Tesoros escondidos en las Islas Canarias

Laguna de los Clicos

Se acerca el verano y seguro que muchos de vosotros tenéis ya vuestro destino elegido. Sol, playas, buen ambiente, y las Islas Canarias… ¿Lo último no lo teníais pensado?. Bueno, por algo estamos nosotros aquí, para añadiros razones para que las conozcáis. Ningún turista de sol que se precie puede dejar de lado la eterna posibilidad de sol que ofrece el archipiélago canario.

Las Montañas de Fuego de Lanzarote, las dunas de Maspalomas en Gran Canaria, la espectacular casa de César Manrique en Lanzarote, el Teide en Tenerife, el punto más alto de España. Todas estas joyas, y otras no tan conocidas, que son las que se van a convertir hoy en protagonistas nuestras, bien merecen la pena una escapada este verano.

Lanzarote tiene verdaderas joyas escondidas, como el La Laguna de los Clicos, un acantilado-playa, podríamos llamarlo. Cerca de aquí tenemos Los Hervideros, una cueva formada por la lava y los gases que quedaron atrapados bajo la superficie de la tierra. Profundas cuevas que se encuentran con el mar y las columnas de espuma. La fuerza del mar, rugiendo entre las rocas, provoca un espectáculo digno de verse.

En Fuerteventura os invitamos a conocer la Casa de los Coroneles en la Olivia, un rincón colonial, con puertas de madera y balcones tallados. Desde la terraza y la torre se pueden tener magníficas vistas de los tejados de tejas y los volcanes en el horizonte.

Caldera de Bandama

El Poblado de la Atalayita en Pozo Negro es un centro de interpretación es un pueblo construido en el primer milenio antes de Cristo por las tribus bereberes del norte de África.
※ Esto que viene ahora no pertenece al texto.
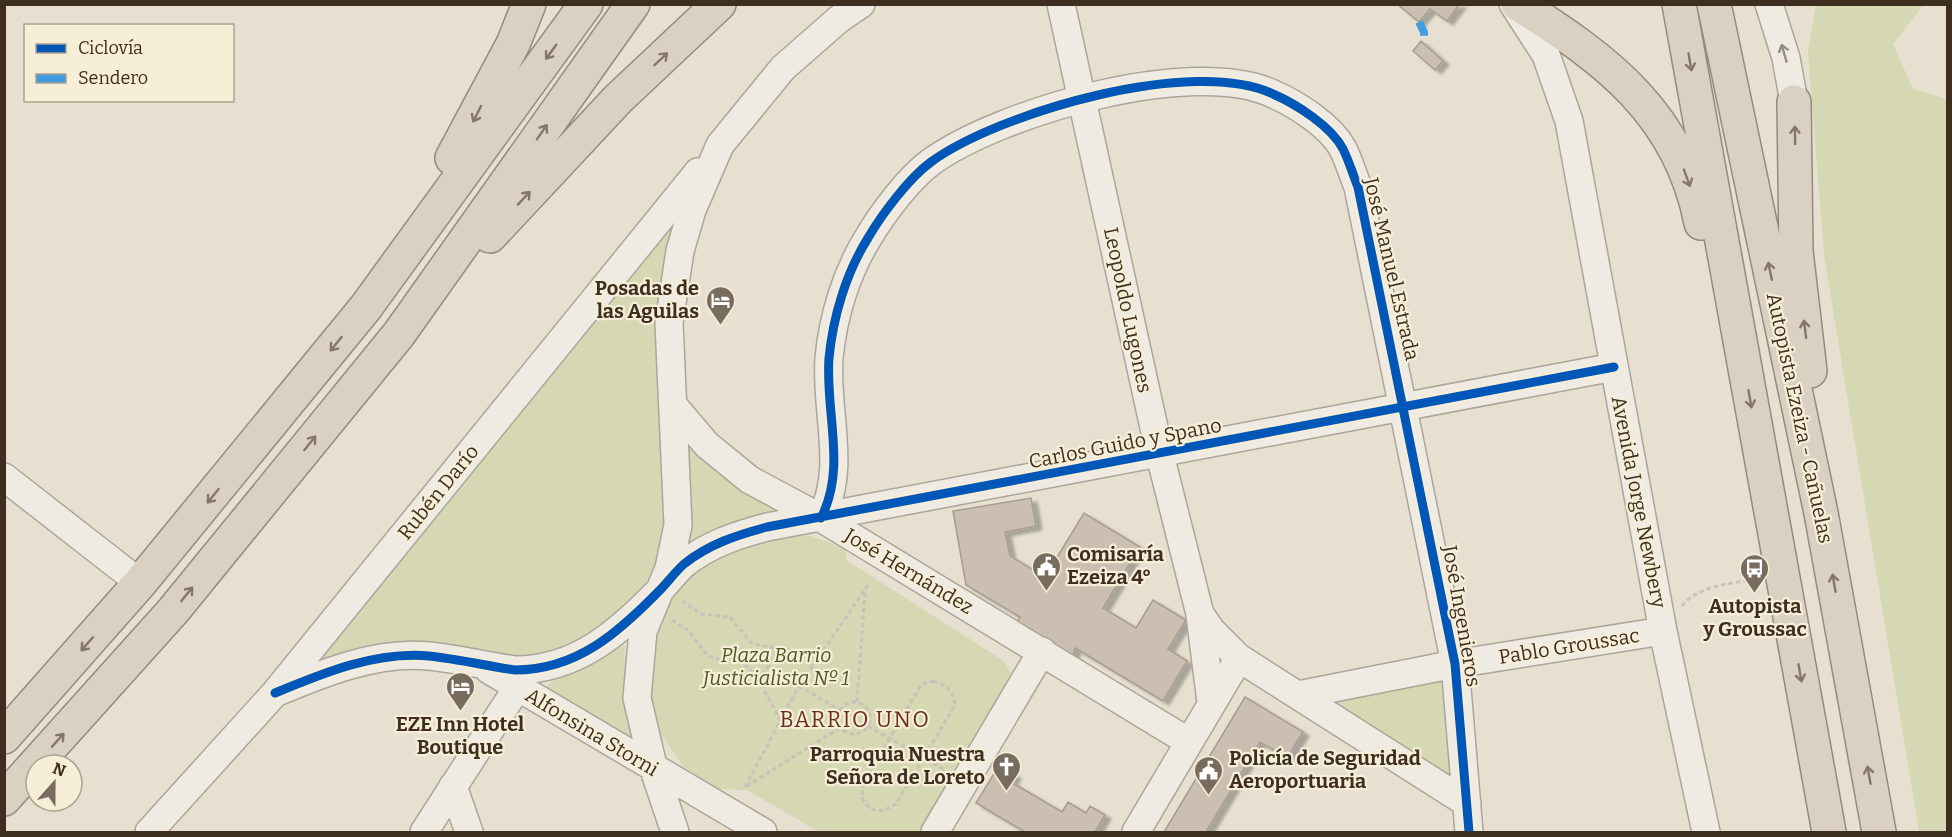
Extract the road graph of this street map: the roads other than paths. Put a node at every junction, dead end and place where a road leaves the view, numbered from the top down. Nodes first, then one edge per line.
1 (529, 4) edge
2 (585, 4) edge
3 (633, 4) edge
4 (719, 4) edge
5 (861, 4) edge
6 (1061, 4) edge
7 (1513, 4) edge
8 (1518, 4) edge
9 (1679, 4) edge
10 (1714, 4) edge
11 (1769, 4) edge
12 (1082, 98) junction
13 (1794, 102) joint
14 (720, 145) junction
15 (366, 307) junction
16 (399, 334) junction
17 (1743, 359) junction
18 (1614, 367) junction
19 (673, 405) junction
20 (1404, 408) junction
21 (1160, 455) junction
22 (4, 477) edge
23 (1821, 513) junction
24 (821, 518) junction
25 (140, 583) junction
26 (671, 596) junction
27 (1200, 614) junction
28 (1663, 631) junction
29 (1042, 651) junction
30 (1239, 658) junction
31 (1455, 664) junction
32 (523, 679) junction
33 (275, 693) junction
34 (1298, 695) junction
35 (1211, 702) junction
36 (4, 737) edge
37 (1190, 742) junction
38 (654, 770) junction
39 (453, 786) junction
40 (4, 799) edge
41 (1467, 803) junction
42 (149, 832) edge
43 (424, 832) edge
44 (469, 832) edge
45 (675, 832) edge
46 (763, 832) edge
47 (935, 832) edge
48 (1136, 832) edge
49 (1469, 832) edge
50 (1703, 832) edge
51 (1829, 832) edge
52 (1879, 832) edge

1 -> 15 highway
2 -> 15 highway
16 -> 3 highway
16 -> 4 highway
5 - 14 street
6 - 12 street, Leopoldo Lugones
7 - 18 street, Avenida Jorge Newbery
8 -> 17 highway
9 -> 17 highway
23 -> 10 highway, Autopista Ezeiza - Cañuelas
13 -> 11 street
12 - 20 street, José Manuel Estrada
12 - 21 street, Leopoldo Lugones
12 - 24 street, José Manuel Estrada
23 -> 13 highway
14 - 19 street
14 - 33 street, Rubén Darío
15 -> 25 highway
40 -> 16 highway
17 -> 51 highway
18 - 20 street, Carlos Guido y Spano
18 - 28 street, Avenida Jorge Newbery
19 - 24 street, José Hernández
19 - 26 street
20 - 21 street, Carlos Guido y Spano
20 - 31 street, José Ingenieros
21 - 24 street, Carlos Guido y Spano
21 - 27 street, Leopoldo Lugones
22 - 25 street
52 -> 23 highway, Autopista Ezeiza - Cañuelas
24 - 26 street, Carlos Guido y Spano
24 - 29 street, José Hernández
25 -> 36 highway
26 - 32 street, Carlos Guido y Spano
26 - 38 street
27 - 30 street, Leopoldo Lugones
27 - 35 street, Leopoldo Lugones
28 - 31 street, Pablo Groussac
28 - 50 street, Avenida Jorge Newbery
29 - 37 street, José Hernández
29 - 47 street
30 - 34 street, Leopoldo Lugones
30 - 35 street
31 - 34 street, Pablo Groussac
31 - 41 street, José Ingenieros
32 - 33 street
32 - 38 street, Alfonsina Storni
32 - 39 street
33 - 42 street, Rubén Darío
34 - 41 street, Leopoldo Lugones
35 - 37 street
37 - 48 street
38 - 45 street
38 - 46 street, Alfonsina Storni
39 - 43 street
39 - 44 street
41 - 49 street, José Ingenieros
Desde Pájara a Playa Solapa, o marchando al sur para ver Playa Garcey y los espectaculares restos del transatlántico SS American Star, que encalló en 1994. Incluso sin estos restos, la playa, con sus acantilados, bien merece la pena.

De Tenerife está claro que tenemos que mostraros el Teide, y las maravillosas vistas que de la isla tendremos en su cima. Las fantásticas formaciones rocosas de los alrededores son dignas de verse. En la isla, Icod de los Vinos es conocida por su famoso árbol drago, o la Iglesia de San Marcos, con un formidable altar mudéjar en oro y plata. El verdadero tesoro está en su museo, con una de las mejores cruces de plata de toda España. Vino de La Habana en 1600, cuando los barcos que llegaban a España desde el Nuevo Mundo pararon en Tenerife.

En Puerto de la Cruz nos detendremos en los Jardines Acuáticos de Risco Bello, con sus 600 variedades de plantas. En Santa Cruz os aconsejamos visitar el Museo de la Naturaleza y el Hombre. Allí conoceremos a los guanches, que habitaban las islas antes de la época colonial. Estos momificaban a sus muertos, y muchas de estas momias se conservan en el museo.

Por último en Gran Canaria vale la pena conducir hasta Caldera de Bandama, y contemplar los acantilados de la región, junto con el microclima que se respira en la zona. Desde la época de los guanches podemos observar la naturaleza que nos rodea.